I stare up at the hillside. It’s a blank page, lined, my heart a promissory note, written in red ink. But I have nowhere to be and nothing but time. There’s a boulder I’ve been eyeing and avoiding. Like any sweet looking line in New England, there’s no rollout, nowhere to go once the heroic work’s been done.
The sun is up, just, and heat rises off my shoulders in milky steam. My breath gusts. Why do I go so hard when I’m alone?
I turn off my headlight, hit my bottle not yet frozen, let my heartrate settle. A pair of older women tromp past with little, yappy dogs, lost in conversation. I smile a hello and bask in the quiet once they’re gone. The trees rustle as if to say, “Get moving buddy.” Maybe they’ll bask in the quiet once I’m gone, too.
I start up the meandering switchbacks, measuring effort. The crux is in the middle, where the trail dips hard and then shoots upward over some roots and into a little rock garden that wouldn’t be a challenge if it wasn’t canted at an angle as it is. After that it’s a matter of getting the wind back in your sails to navigate the last few turns, all the while the top of the hill looming and looming and somehow not coming closer, until you pop out into a small clearing, and if you went hard enough, it’s a good spot to lurch over your handlebars and consider your mortality.

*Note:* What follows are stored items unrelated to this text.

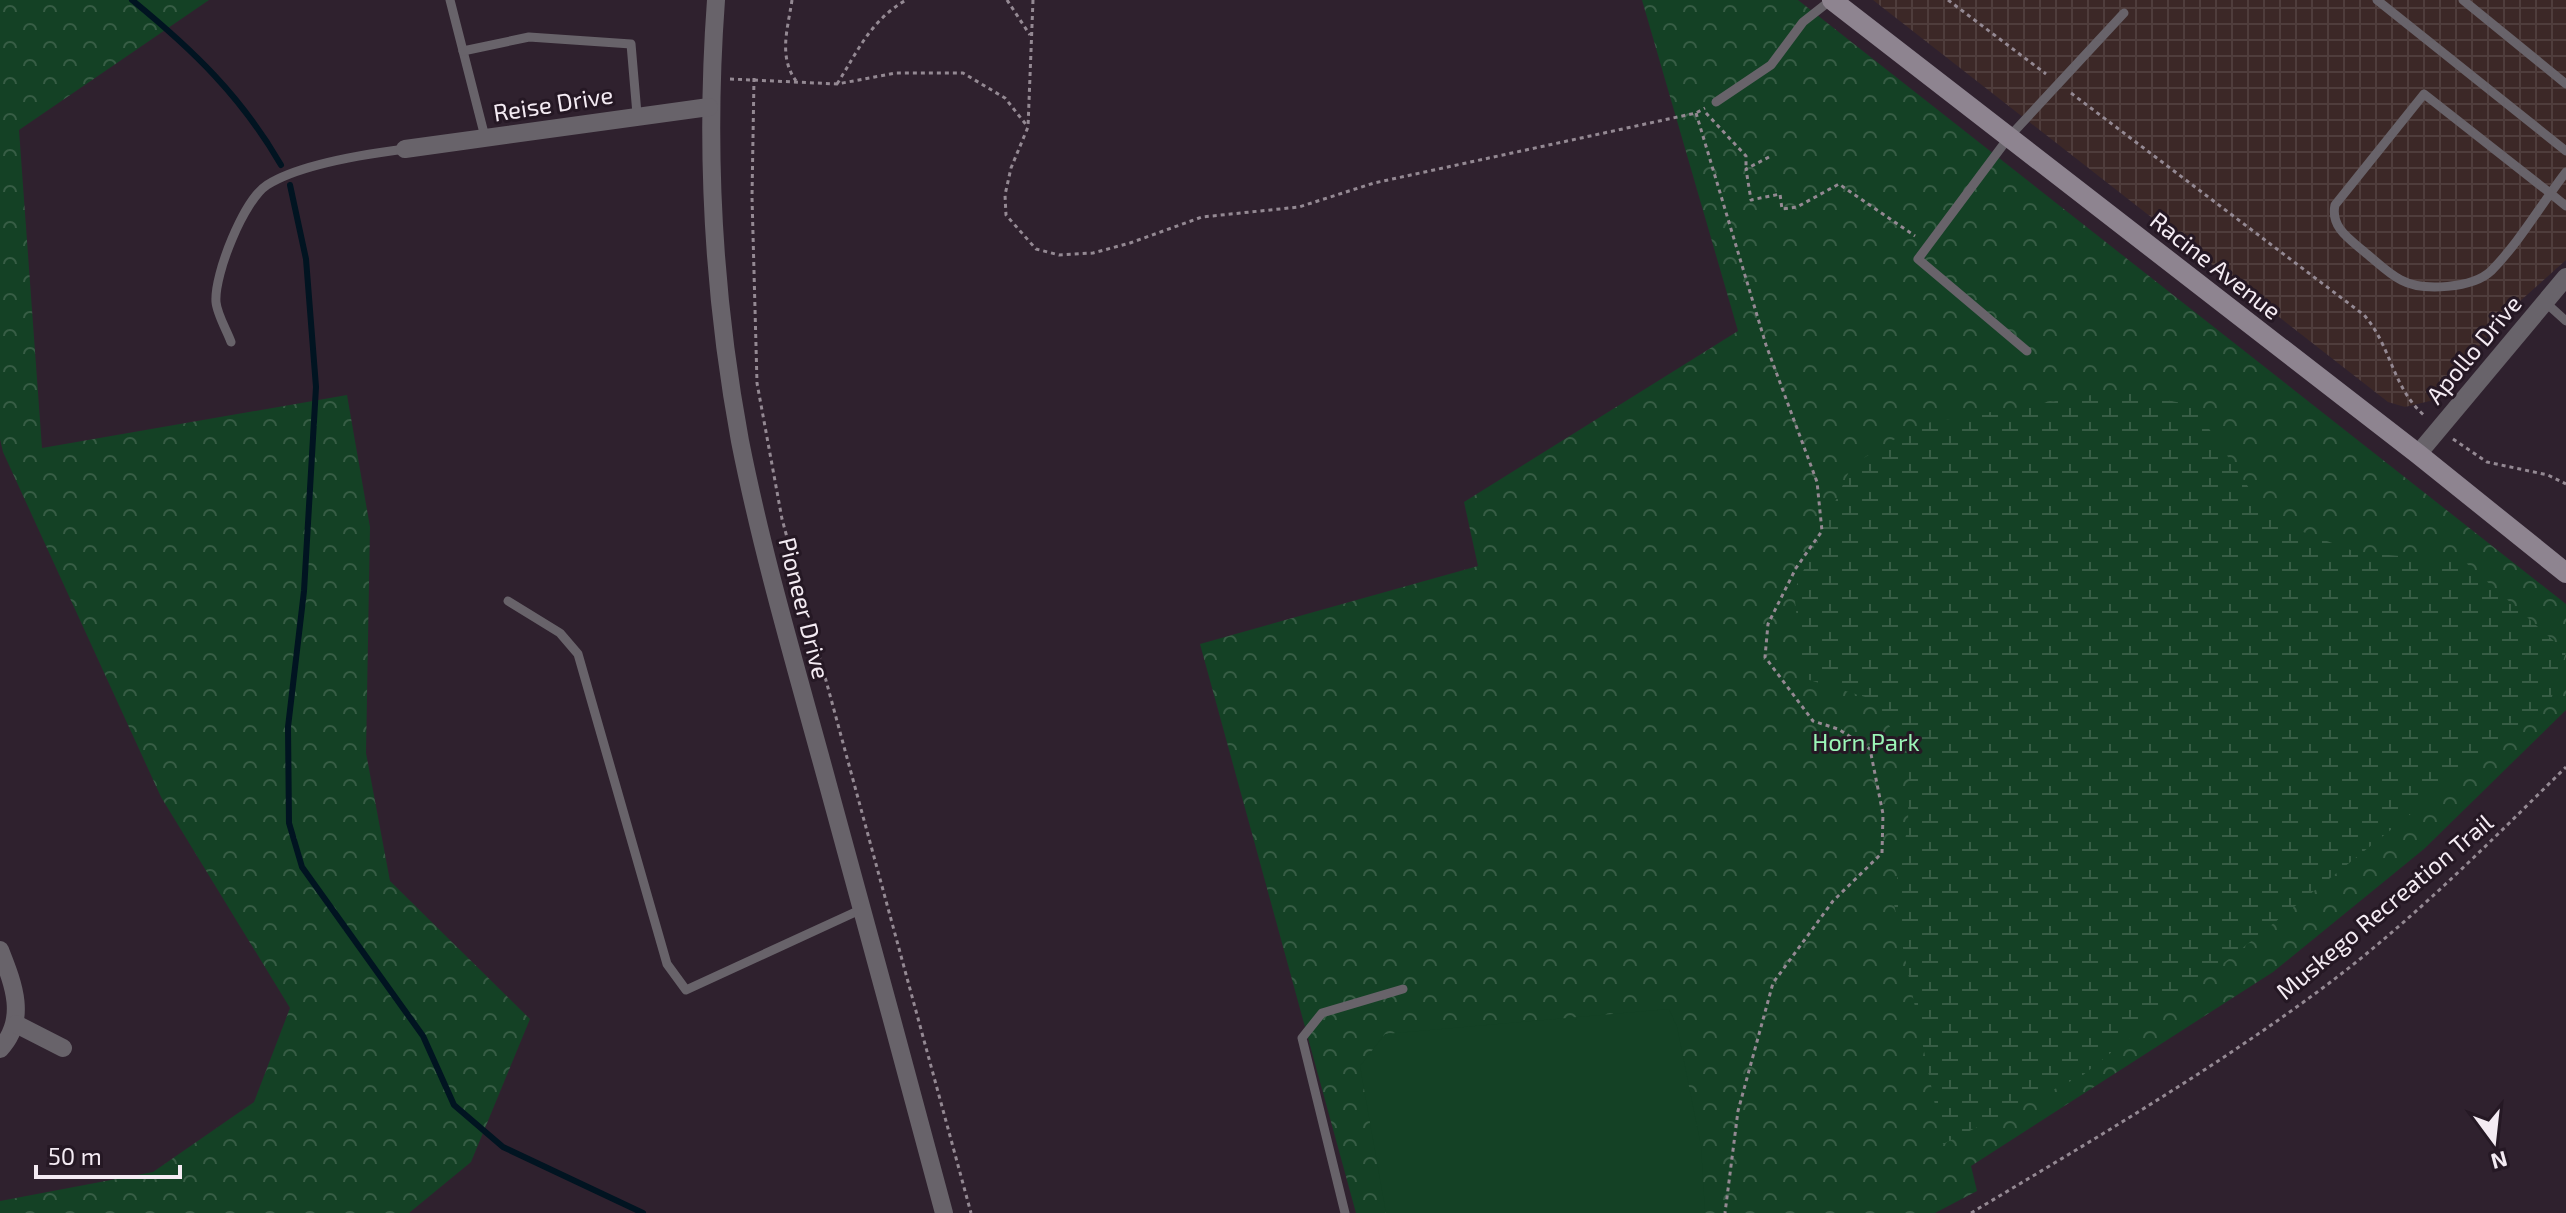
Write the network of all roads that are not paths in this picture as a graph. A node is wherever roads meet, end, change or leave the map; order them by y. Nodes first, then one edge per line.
1 (450, 0) edge
2 (716, 0) edge
3 (1832, 0) edge
4 (2377, 0) edge
5 (2463, 0) edge
6 (2124, 13) dead end
7 (463, 51) junction
8 (2566, 84) edge
9 (1716, 102) road end
10 (709, 107) junction
11 (637, 114) junction
12 (485, 137) junction
13 (2009, 137) junction
14 (405, 149) joint
15 (2566, 151) edge
16 (2566, 172) edge
17 (2550, 193) junction
18 (2566, 206) edge
19 (2566, 277) edge
20 (2545, 302) junction
21 (2566, 321) edge
22 (231, 342) dead end
23 (2027, 351) dead end
24 (2418, 454) junction
25 (2566, 573) edge
26 (508, 601) dead end
27 (862, 909) junction
28 (0, 950) edge
29 (1403, 989) dead end
30 (16, 1024) junction
31 (63, 1048) dead end
32 (0, 1049) edge
33 (944, 1213) edge
34 (1345, 1213) edge

1 - 7 lane
2 - 10 street, Pioneer Drive
3 - 9 lane
3 - 13 main road, Racine Avenue
4 - 15 lane
5 - 8 lane
6 - 13 lane
7 - 11 lane
7 - 12 lane
10 - 11 street, Reise Drive
10 - 27 street, Pioneer Drive
11 - 12 street, Reise Drive
12 - 14 street, Reise Drive
13 - 23 lane
13 - 24 main road, Racine Avenue
14 - 22 lane
16 - 17 lane
17 - 17 lane
17 - 18 lane
19 - 20 street, Apollo Drive
20 - 21 lane
20 - 24 street, Apollo Drive
24 - 25 main road, Racine Avenue
26 - 27 lane
27 - 33 street, Pioneer Drive
28 - 30 street
29 - 34 lane
30 - 31 street
30 - 32 street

I’m there, drooling and spitting and wondering why I’m not in better shape when another dog walker appears and makes me self-conscious. I straighten up and take a long pull on my bottle, try to look casual. What price vanity?
If the switchbacks are the lines across the hillside’s page, a pair of zoomy, steep trails mark its margins. This time of year choosing the margins means choosing to skitter through loose rock and leaves, a forearm straining, rocket ride that thrills as much as it threatens. I opt for the return flight down the switchbacks.
I imagine, if this trail were out West, someone would have banked the turns properly and removed the rocks the Earth heaves up through the soil winter after winter. But it’s not and they don’t, and I think I probably like it that way.
I set myself up for that boulder I’ve been eyeing and roll into it finally, stall momentarily at the top, and then roll out again without injury. No friends are around to be unimpressed, so I just keep going.
I didn’t need to go up to come down, but some mornings the trail just draws you in, pulls you along, cajoles and begs, until you’re riding on legs you don’t have. At the bottom of the hill again, I face the reality that I’ve overdrawn my account, and the way home is going to feel longer than it ought, even the bits on the road seeming to tip backward, and all I can think about is the bite of the hot water in the shower, the first mouthful of coffee kicking of a neurochemical reaction in my brain, the closest I get to high.